Со старшиной у Ромки наладились отношения самые дружеские. Единственно, что мешало им, так это трудная Ромкина фамилия.
- Ну яка вона в тэбэ хвасонистая! Чхи… чхики… Тьфу! Начхаешься, поки вымовышь! То в разговоре даже, а як у строю тэбэ клыкаты? У строю треба, щоб швыдко було…
Долго допытывался старшина, что означает Ромкина фамилия в переводе на русский. Но тот почему-то отнекивался, темнил:
- Фамилия, ну! Чхиквишвили, и все.
- Не, ты погоды! Ось мое фамилие - Шинкаренко. Вид шинка походить, мобудь. Шинок - чи як закусочная була в давнину.
- Хинкальная, да?
- Закусочная, говорю! Або кафе. А твое это… Чхи… Чхики…
- Чхикви - по-грузински сойка, - вмешался в их разговор Минас. - Птица такая есть - сойка из отряда воробьиных. По-латыни "гарулус гландариус".
- Сам ты гориллус! - обозлился на него Ромка. - Все знает, профессор несчастный, всюду свой нос сует. Моя фамилия Чхиквишвили, и твои сойки из отряда воробьиных совсем ни при чем!
Особенно его обидел этот самый "отряд воробьиных". Если на то пошло, сойка крупная птица, какое она отношение к воробьям имеет? Треплется, профессор несчастный, а проверить нельзя!
- "Отряд воробьиных", "отряд воробьиных"… - долго не мог успокоиться Ромка. - А ты - Аветисян - это из отряда горных орлов, да?..
Однако старшина ухватился за разъяснение, данное Минасом.
- Ишь ты! - обрадовался он. - Сойка, значит? А "швили" це ще?
- Сын… - Минас невольно улыбнулся - получилось, что Ромка вдобавок к "отряду воробьиных" еще и "сойкин сын".
- Я твою маму пока не трогал! - заорал Ромка.
- Не пререкаться! - осек его старшина. - Але для пользы службы будэшь Сойкин. Чего на менэ очами клыпаешь? Сойкин, и всэ тут!..
- Ну смотри, Минас! Я тебе это запомню, - пригрозил Ромка. - Я тебе не такую еще фамилию придумаю!..

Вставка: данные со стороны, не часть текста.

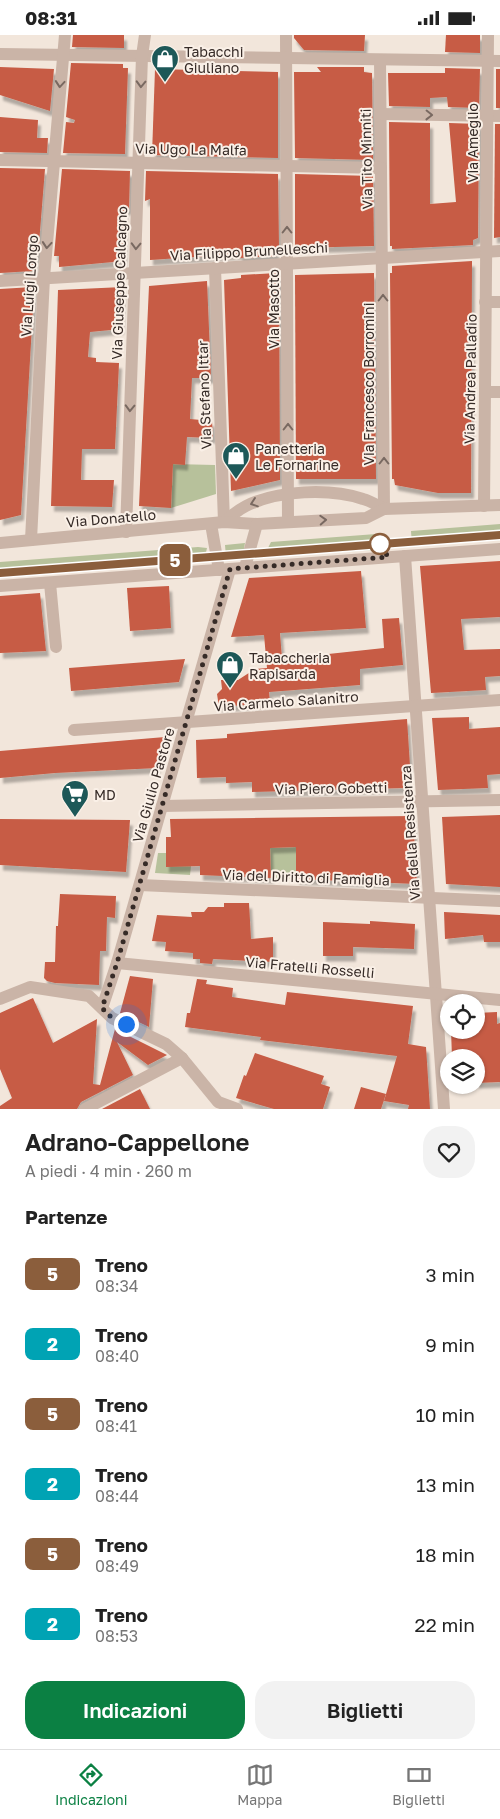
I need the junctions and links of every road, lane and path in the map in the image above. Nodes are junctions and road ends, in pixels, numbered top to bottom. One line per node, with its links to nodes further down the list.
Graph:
1 (65, 35): 6 (street, Via Luigi Longo)
2 (145, 35): 7 (street, Via Giuseppe Calcagno)
3 (286, 35): 8 (street, Via Masotto)
4 (488, 35): 10 (street, Via Ameglio)
5 (0, 54): 6 (street)
6 (63, 55): 7 (street); 14 (street, Via Luigi Longo, one-way to 14)
7 (142, 56): 8 (street); 15 (street, Via Giuseppe Calcagno, one-way to 15)
8 (286, 58): 9 (street); 16 (street, Via Masotto)
9 (380, 60): 10 (street); 11 (street, Via Tito Minniti)
10 (494, 61): 12 (street, Via Ameglio)
11 (381, 114): 12 (street, one-way to 12); 17 (street, Via Tito Minniti)
12 (494, 116): 19 (street, Via Ameglio)
13 (0, 160): 14 (street, Via Ugo La Malfa)
14 (54, 161): 15 (street, Via Ugo La Malfa); 24 (street, Via Luigi Longo, one-way to 24)
15 (139, 163): 16 (street, Via Ugo La Malfa); 23 (street, Via Giuseppe Calcagno, one-way to 23)
16 (287, 166): 17 (street, Via Ugo La Malfa); 21 (street, Via Masotto, one-way to 16)
17 (381, 168): 20 (street, Via Tito Minniti)
18 (500, 251): 19 (street, Via Filippo Brunelleschi)
19 (486, 252): 20 (street, Via Filippo Brunelleschi); 26 (street, Via Andrea Palladio)
20 (383, 258): 21 (street, Via Filippo Brunelleschi); 33 (street, Via Francesco Borromini, one-way to 20)
21 (287, 264): 22 (street, Via Filippo Brunelleschi); 30 (street, Via Masotto, one-way to 21)
22 (215, 268): 23 (street, Via Filippo Brunelleschi); 35 (street, Via Stefano Ittar)
23 (135, 273): 24 (street, Via Filippo Brunelleschi); 37 (street, Via Giuseppe Calcagno, one-way to 37)
24 (44, 278): 25 (street, Via Filippo Brunelleschi); 38 (street, Via Luigi Longo)
25 (0, 281)
26 (485, 302): 27 (street); 28 (street, Via Andrea Palladio)
27 (500, 302)
28 (485, 392): 29 (street); 32 (street, Via Andrea Palladio)
29 (500, 392)
30 (288, 493): 33 (street); 34 (street, Via Masotto); 35 (street, one-way to 35)
31 (500, 505): 32 (street)
32 (484, 506): 33 (street)
33 (384, 509): 34 (street, Via Donatello, one-way to 33)
34 (288, 522): 36 (street, Via Donatello)
35 (218, 523): 36 (street, Via Donatello); 37 (street, Via Donatello); 43 (street, Via Stefano Ittar)
36 (257, 524): 42 (street)
37 (126, 532): 38 (street, Via Donatello)
38 (31, 540): 39 (street, Via Donatello)
39 (0, 543)
40 (500, 549): 41 (street)
41 (405, 555): 42 (street); 48 (street, Via della Resistenza)
42 (245, 567): 43 (street)
43 (225, 569): 44 (street); 49 (street, Via Giulio Pastore)
44 (50, 583): 45 (street); 46 (street)
45 (0, 587)
46 (56, 647)
47 (500, 700): 48 (street, Via Carmelo Salanitro)
48 (416, 706): 49 (street, Via Carmelo Salanitro); 52 (street, Via della Resistenza)
49 (186, 723): 50 (street, Via Carmelo Salanitro); 53 (street, Via Giulio Pastore)
50 (74, 730)
51 (500, 800): 52 (street, Via Piero Gobetti)
52 (422, 801): 53 (street, Via Piero Gobetti); 55 (street, Via della Resistenza)
53 (162, 806): 54 (street, Via Giulio Pastore)
54 (140, 885): 55 (street, Via del Diritto di Famiglia); 57 (street, Via Giulio Pastore)
55 (429, 897): 56 (street, Via del Diritto di Famiglia); 58 (street, Via della Resistenza)
56 (500, 901)
57 (117, 963): 58 (street, Via Fratelli Rosselli); 61 (street, Via Giulio Pastore)
58 (437, 994): 60 (street, Via Fratelli Rosselli); 65 (street, Via della Resistenza)
59 (0, 999): 61 (street)
60 (500, 1000)
61 (102, 1008): 62 (street)
62 (182, 1058): 63 (street); 64 (street)
63 (85, 1109)
64 (237, 1109)
65 (444, 1109)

Восьмого под вечер, отпросившись у командира взвода, Ива, Минас и Ромка пробрались к рейхстагу. Он возвышался над ними огромный, пустой, с заложенными кирпичом проемами. В его стенах зияли пробитые снарядами дыры; исклеванные осколками и пулями стены казались рябыми, как изрытое оспой, угрюмое лицо слепого.
Над искореженным переплетом купола реяло большое красное знамя. Оно было единственным ярким пятном на потрясающей воображение панораме разрушенного города, написанной серым и черным.
Бронзовый кайзер грузно сидел на породистом сытом коне. Коня вели под уздцы, он слегка приседал на задние ноги, точно боялся чего-то. В его прошитом автоматными очередями брюхе тихонько посвистывал ветер.
- Давайте тоже распишемся на рейхстаге, - предложил Ива.
- Но мы ведь не участники штурма, - запротестовал было Минас.
- И что с того? Расписаться можно всем, кто был здесь в дни войны. Места хватит.
Ива первый вывел на уцелевшей штукатурке свою фамилию и имя. Передал кусок угля Минасу.
- Давай пиши…
На следующий день война окончилась. Весь мир салютовал этому дню. В небо неслись разноцветные трассы автоматных очередей, оставляя дымные следы, взмывали ракеты, лопались высоко над головой, рассыпали веера тлеющих угольков.
И вместе со всеми, подняв к небу пистолет, стрелял Ромка Чхиквишвили.
- Аоэ! Победа!..
- Откуда у тебя пистолет? - спросил Ива.
- Какое твое дело?.. Жора-моряк подарил. Между прочим, мировой пистолет, "вальтер", трофейный. Такой у Каноныкина был, помнишь?..
Опять Каноныкин! Как не любил Ива вспоминать об этом человеке! И надо же было обязательно ляпнуть: "как у Каноныкина"! Да еще в такой день…
Ромка выпустил всю обойму. Глаза его горели.
- Мировая машинка! И патронов к ней сколько хочешь есть. - Он вставил новую обойму. - Аоэ! Победа! Ао!..
Бах!.. Бах!.. Бах!.. - гулко хлопали выстрелы; трассирующие пули цветными искрами гасли в вышине.
Берлин пал второго мая. Германия капитулировала девятого.
По улицам, заваленным обломками зданий, сплошным потоком проходили войска. Вздымая клубы кирпичной пыли, шла пехота. Ее обгоняли колонны танков, самоходных орудий и автозаправщиков. Тянулись обозы; штабные машины, нетерпеливо сигналя, пробивались через пробки, то и дело возникавшие на улицах.
Охрипшие регулировщицы отчаянно размахивали флажками, пытались внести хоть какой-то порядок в этот непрерывный, неоглядный, бесконечный людской поток, в эту фантастическую симфонию красок и звуков.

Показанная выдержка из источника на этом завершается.